--- Dataset records ---

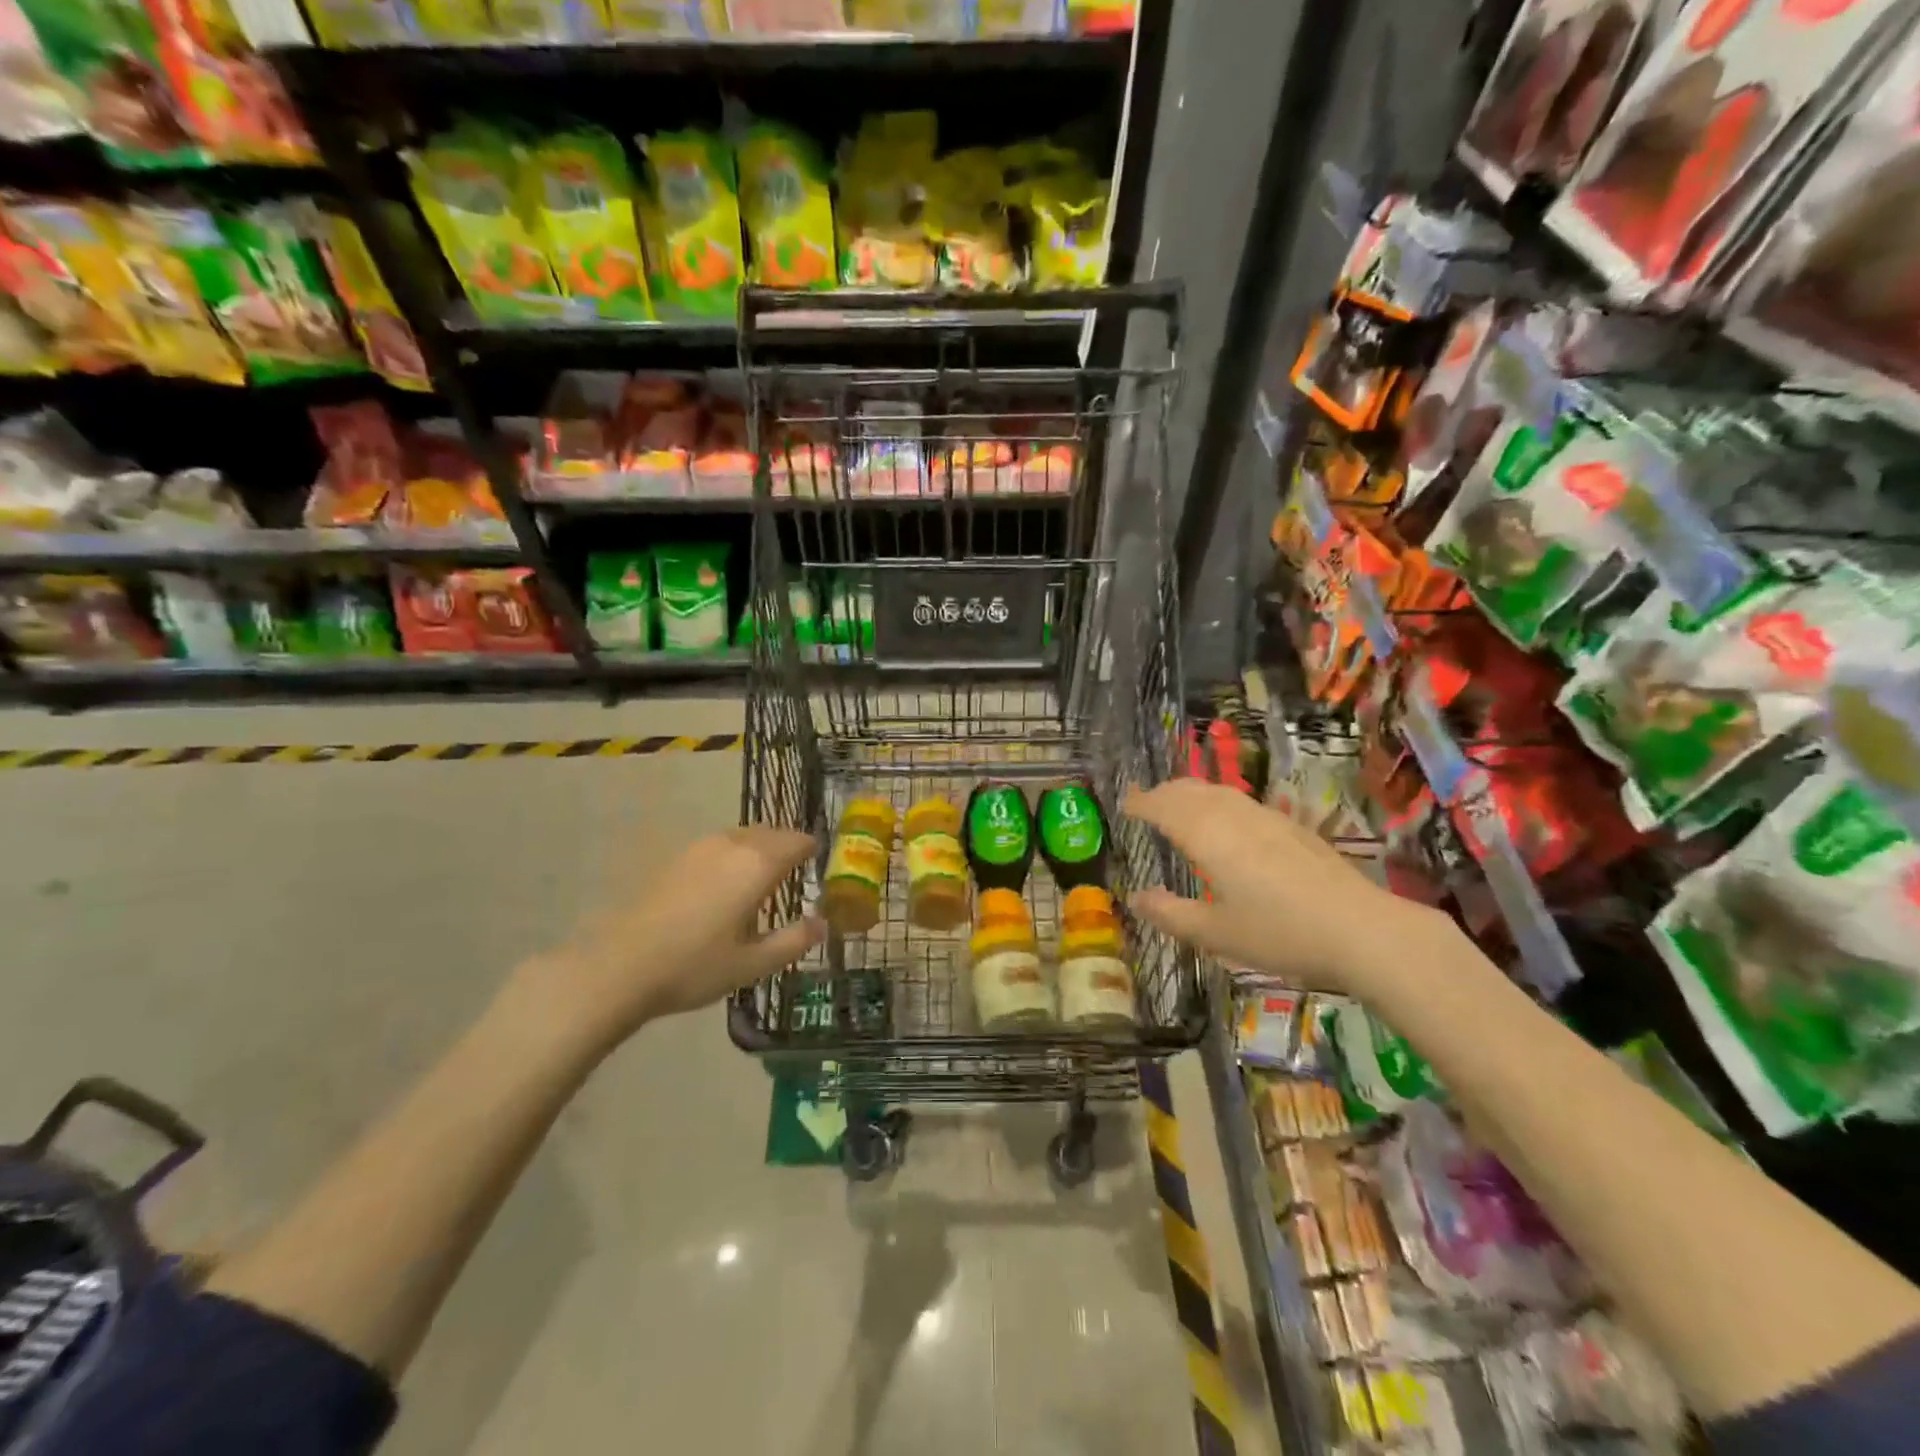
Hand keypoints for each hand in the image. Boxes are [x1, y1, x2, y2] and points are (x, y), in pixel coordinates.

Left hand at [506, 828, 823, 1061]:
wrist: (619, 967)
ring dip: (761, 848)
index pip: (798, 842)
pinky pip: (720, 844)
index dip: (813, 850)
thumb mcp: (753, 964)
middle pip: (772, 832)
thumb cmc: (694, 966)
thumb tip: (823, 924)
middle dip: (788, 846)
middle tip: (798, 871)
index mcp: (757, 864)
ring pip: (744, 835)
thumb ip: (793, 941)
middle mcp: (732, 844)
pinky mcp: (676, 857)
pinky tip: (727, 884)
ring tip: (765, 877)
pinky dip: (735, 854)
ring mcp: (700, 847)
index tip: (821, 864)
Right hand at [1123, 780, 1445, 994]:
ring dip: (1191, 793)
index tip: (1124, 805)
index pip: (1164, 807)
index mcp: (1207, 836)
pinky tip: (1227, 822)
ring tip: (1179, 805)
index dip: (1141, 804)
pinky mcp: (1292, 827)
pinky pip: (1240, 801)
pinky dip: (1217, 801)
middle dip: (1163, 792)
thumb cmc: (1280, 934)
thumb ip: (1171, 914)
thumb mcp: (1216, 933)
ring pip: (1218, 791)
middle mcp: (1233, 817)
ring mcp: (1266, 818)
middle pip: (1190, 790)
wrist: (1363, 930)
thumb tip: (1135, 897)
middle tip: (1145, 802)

---

**Exercise goal:** Set down all of the entries precisely and keep the pictures out of the copy.

**Reply to the task:**
Hand keypoints for each hand in the image. Boxes are [x1, y1, x2, y2] and points are (x, y), in pixel coordinates.

Left hand at [506, 828, 823, 1061]:
wrist: (619, 967)
ring dip: (761, 848)
index pip: (798, 842)
pinky pip: (720, 844)
index dip: (813, 850)
thumb mcp: (753, 964)
middle pip: (772, 832)
thumb cmc: (694, 966)
thumb tip: (823, 924)
middle dip: (788, 846)
middle tip: (798, 871)
index mcp: (757, 864)
ring pip: (744, 835)
thumb ip: (793, 941)
middle mcp: (732, 844)
pinky mcp: (676, 857)
pinky tip: (727, 884)
ring tip: (765, 877)
pinky dip: (735, 854)
ring mcp: (700, 847)
index tip: (821, 864)
Right hand at [1123, 780, 1445, 994]:
ring dip: (1191, 793)
index tip: (1124, 805)
index pip: (1164, 807)
index mcp: (1207, 836)
pinky tip: (1227, 822)
ring tip: (1179, 805)
index dip: (1141, 804)
pinky mcp: (1292, 827)
pinky pip: (1240, 801)
pinky dip: (1217, 801)
middle dip: (1163, 792)
thumb cmc: (1280, 934)
thumb ip: (1171, 914)
thumb mcp: (1216, 933)
ring pip: (1218, 791)
middle mcp: (1233, 817)
ring mcp: (1266, 818)
middle pip: (1190, 790)
wrist: (1363, 930)
thumb tip: (1135, 897)
middle tip: (1145, 802)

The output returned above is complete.